*** Opening of Source data ***

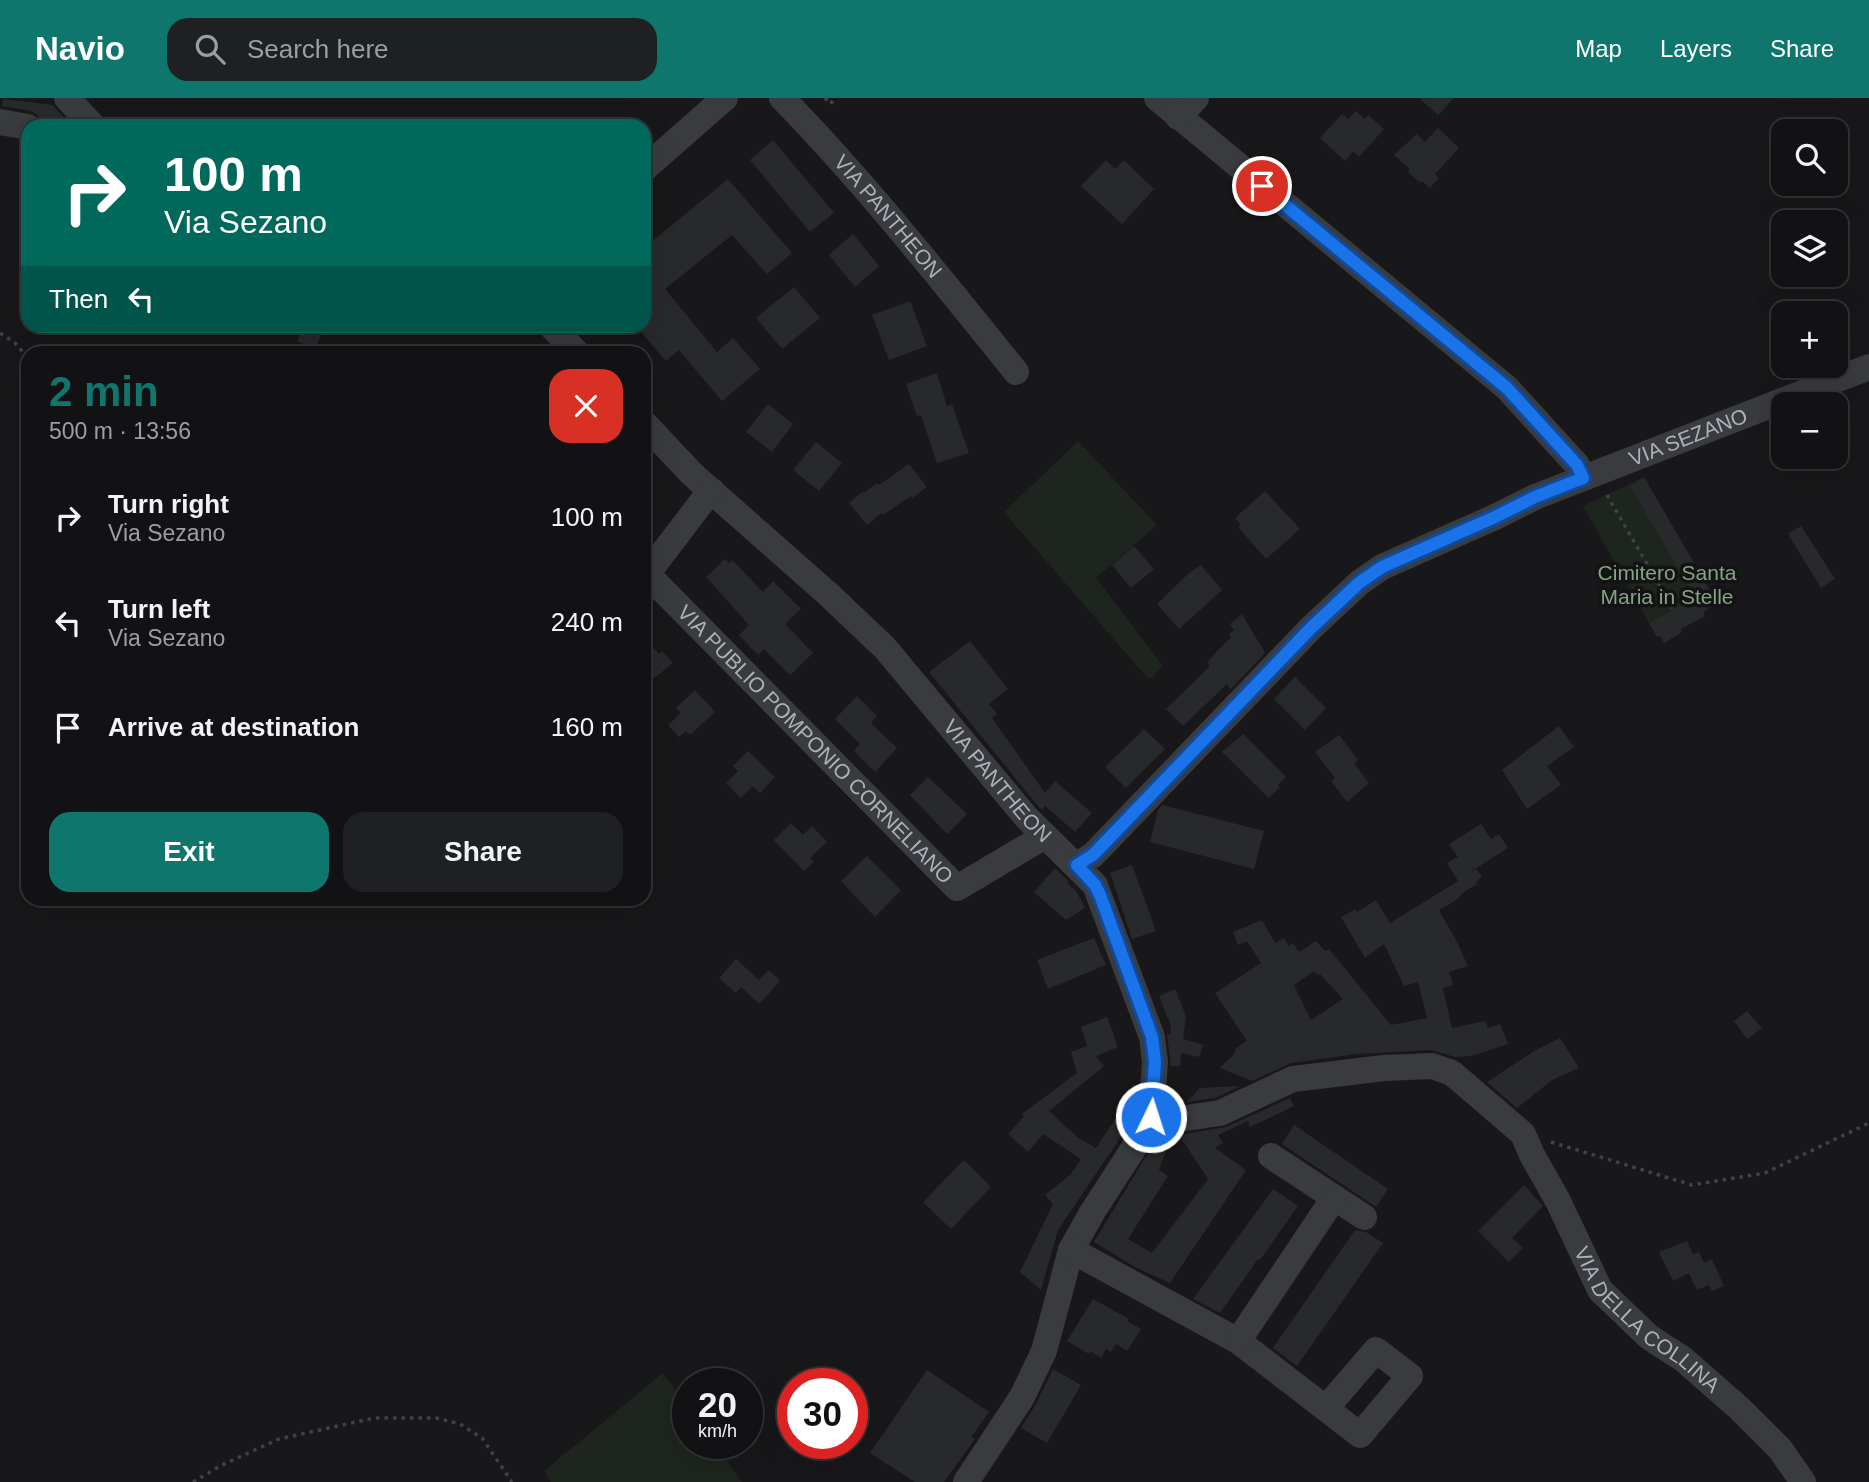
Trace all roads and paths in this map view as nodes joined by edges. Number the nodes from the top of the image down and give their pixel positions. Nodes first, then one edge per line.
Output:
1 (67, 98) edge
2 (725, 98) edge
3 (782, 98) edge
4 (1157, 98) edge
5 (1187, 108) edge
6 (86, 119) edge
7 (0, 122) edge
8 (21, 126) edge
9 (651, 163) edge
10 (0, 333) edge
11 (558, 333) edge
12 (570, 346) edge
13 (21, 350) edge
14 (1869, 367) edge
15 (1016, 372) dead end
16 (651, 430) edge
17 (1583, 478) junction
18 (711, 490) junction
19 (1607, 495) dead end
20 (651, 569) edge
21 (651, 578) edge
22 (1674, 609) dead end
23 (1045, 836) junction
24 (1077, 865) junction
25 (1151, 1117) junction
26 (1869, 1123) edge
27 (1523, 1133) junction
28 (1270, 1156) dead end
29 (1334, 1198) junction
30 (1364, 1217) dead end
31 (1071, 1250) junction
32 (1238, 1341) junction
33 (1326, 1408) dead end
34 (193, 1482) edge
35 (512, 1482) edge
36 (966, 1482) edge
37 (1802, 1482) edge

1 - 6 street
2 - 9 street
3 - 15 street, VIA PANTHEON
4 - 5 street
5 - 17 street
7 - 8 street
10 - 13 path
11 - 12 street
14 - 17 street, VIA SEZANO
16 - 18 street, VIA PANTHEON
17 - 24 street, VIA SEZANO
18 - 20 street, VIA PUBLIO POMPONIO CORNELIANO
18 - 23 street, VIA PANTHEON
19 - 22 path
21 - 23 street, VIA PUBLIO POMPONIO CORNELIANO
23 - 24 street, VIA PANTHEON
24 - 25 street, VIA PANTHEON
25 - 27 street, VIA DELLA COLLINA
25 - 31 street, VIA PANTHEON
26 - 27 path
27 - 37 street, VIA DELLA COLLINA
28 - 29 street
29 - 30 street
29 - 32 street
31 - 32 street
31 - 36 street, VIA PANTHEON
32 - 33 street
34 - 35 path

*** Close of Source data ***

» **Task**
The answer should consist of all lines from the records above that hold the word "dead".

» **Answer to this problem**
15 (1016, 372) dead end
19 (1607, 495) dead end
22 (1674, 609) dead end
28 (1270, 1156) dead end
30 (1364, 1217) dead end
33 (1326, 1408) dead end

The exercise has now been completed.